How to Handle an Overflow Event
If a change results in more than 100,000 events in a single transaction, you receive overflow events for the events sent after the first 100,000. One overflow event is generated for each entity type. Mass changes aren't frequent. They can result from creating or modifying many records, such as changing a recurring calendar event series with many occurrences and invitees. A large change can also result from a cascade delete when deleting records with many related records.
An overflow event doesn't contain the record ID and only a dummy record ID, so one approach for data replication is to retrieve all records of the corresponding entity after an overflow event is received. Then you can update or delete those records in the external system. This approach can be the most process-intensive because it resyncs all the records for an entity. However, it’s the simplest approach because it doesn't require figuring out which records changed in a particular timeframe and filtering out the records that resulted in change events. These steps outline the process of reconciling data when the overflow event is received.
- After you receive an overflow event in your subscriber, unsubscribe from the channel, and stop processing further events. This step is in preparation of a full data synchronization for the entity.
- Store the Replay ID of the overflow event. This ID is the starting point for the data reconciliation.
- Reconcile the data for new, updated, and undeleted records.
- Retrieve all records for the entity. Depending on the volume of records stored, this process can take some time.
- Synchronize the data in your system by overwriting it with the retrieved data from Salesforce.
- Reconcile the data for deleted records by performing one of the following steps.
- Get the non-deleted records from Salesforce, and synchronize.
- Identify all records for that entity in your system that weren’t updated through the synchronization that you performed in step 3. These records are the deleted ones.
- Delete the identified records from your system.
- Or get the deleted records from Salesforce, and synchronize.
- Query all records for the entity with isDeleted=true. You get all the soft-deleted records for that entity that are in the Recycle Bin.
- Identify the records in your system that match the records returned in the previous step.

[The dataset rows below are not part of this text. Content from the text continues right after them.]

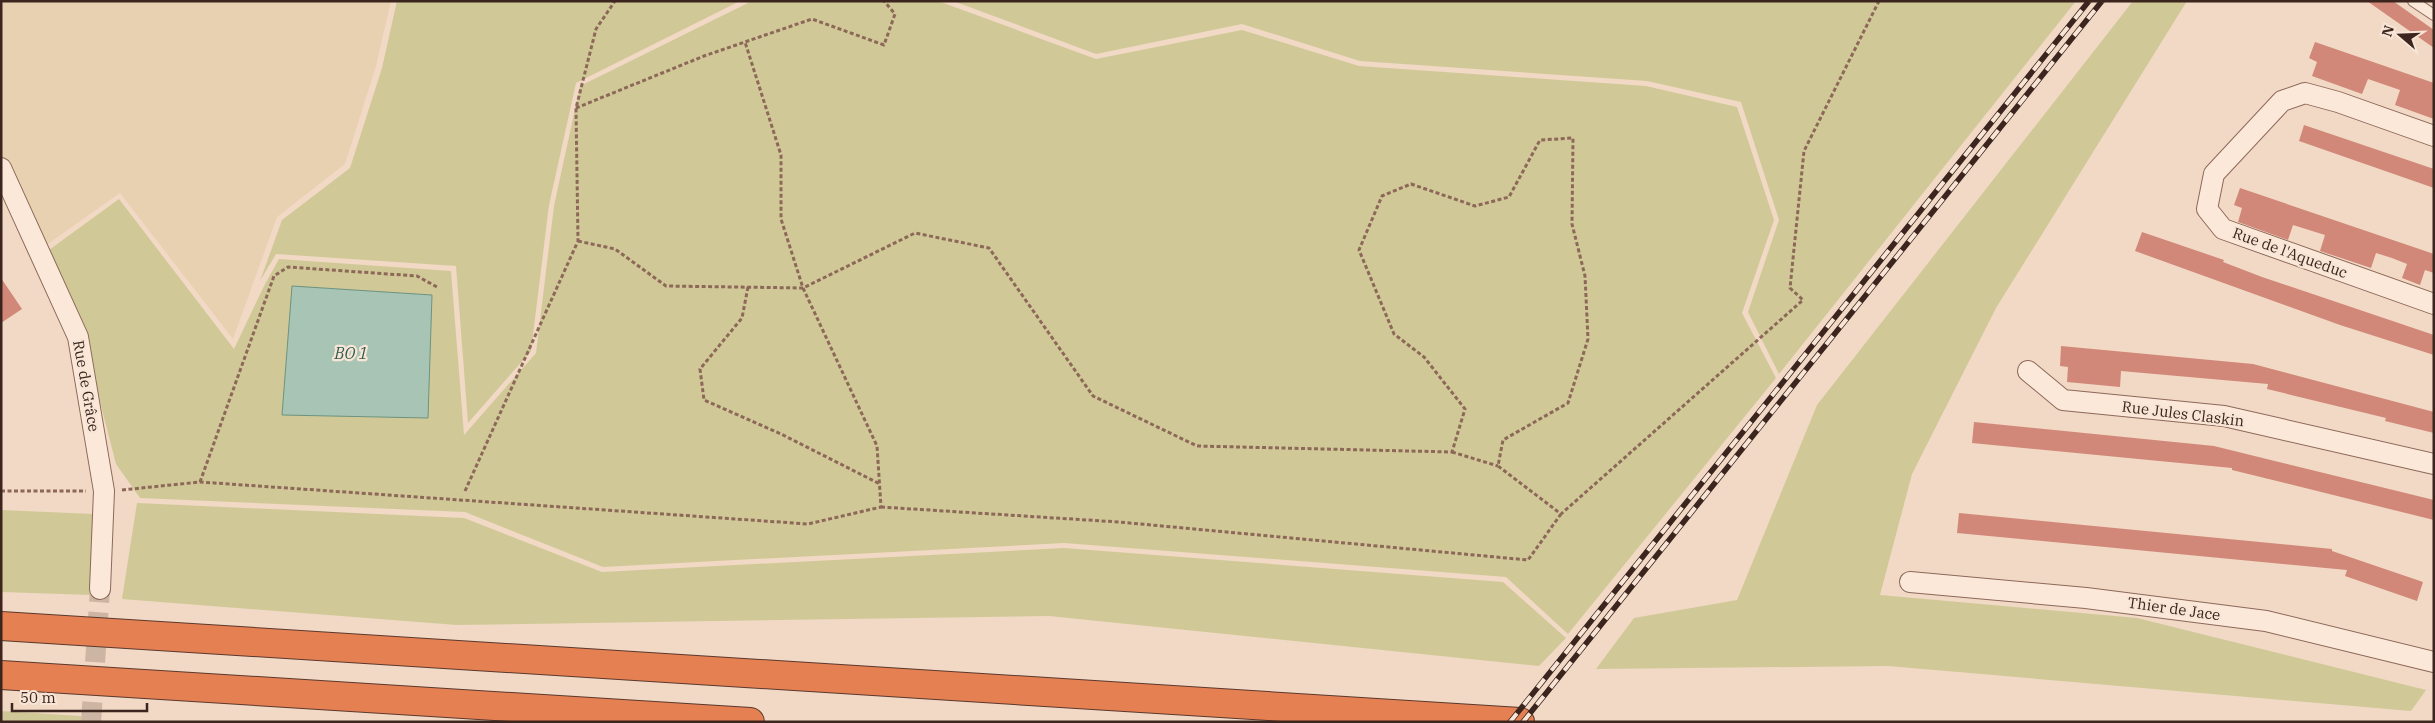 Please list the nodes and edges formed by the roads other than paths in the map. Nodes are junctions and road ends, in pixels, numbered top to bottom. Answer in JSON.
{"nodes":[{"id":1,"x":2413,"y":1,"type":"edge"},
{"id":2,"x":2434,"y":15,"type":"edge"},
{"id":3,"x":2434,"y":136,"type":"edge"},
{"id":4,"x":1,"y":168,"type":"edge"},
{"id":5,"x":2434,"y":304,"type":"edge"},
{"id":6,"x":2028,"y":371,"type":"dead end"},
{"id":7,"x":2434,"y":464,"type":"edge"},
{"id":8,"x":1910,"y":582,"type":"dead end"},
{"id":9,"x":100,"y":589,"type":"tunnel mouth"},
{"id":10,"x":1,"y":626,"type":"edge"},
{"id":11,"x":2434,"y":662,"type":"edge"},
{"id":12,"x":1,"y":675,"type":"edge"},
{"id":13,"x":750,"y":722,"type":"edge"},
{"id":14,"x":1520,"y":722,"type":"edge"}],
"edges":[{"from":1,"to":2,"type":"lane"},
{"from":3,"to":5,"type":"street","name":"Rue de l'Aqueduc"},
{"from":4,"to":9,"type":"street","name":"Rue de Grâce"},
{"from":6,"to":7,"type":"street","name":"Rue Jules Claskin"},
{"from":8,"to":11,"type":"street","name":"Thier de Jace"},
{"from":10,"to":14,"type":"highway"},
{"from":12,"to":13,"type":"highway"}]}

- Delete the identified records from your system.
- Get the non-deleted records from Salesforce, and synchronize.
- Resubscribe to the stored event bus stream starting from the Replay ID you saved earlier.
- We recommend that you process all change events after that Replay ID. This way, you catch up on any data changes that happened during the synchronization and weren’t saved in your system.
- If you encounter an overflow event for another entity (entityName field value), repeat this process for that entity.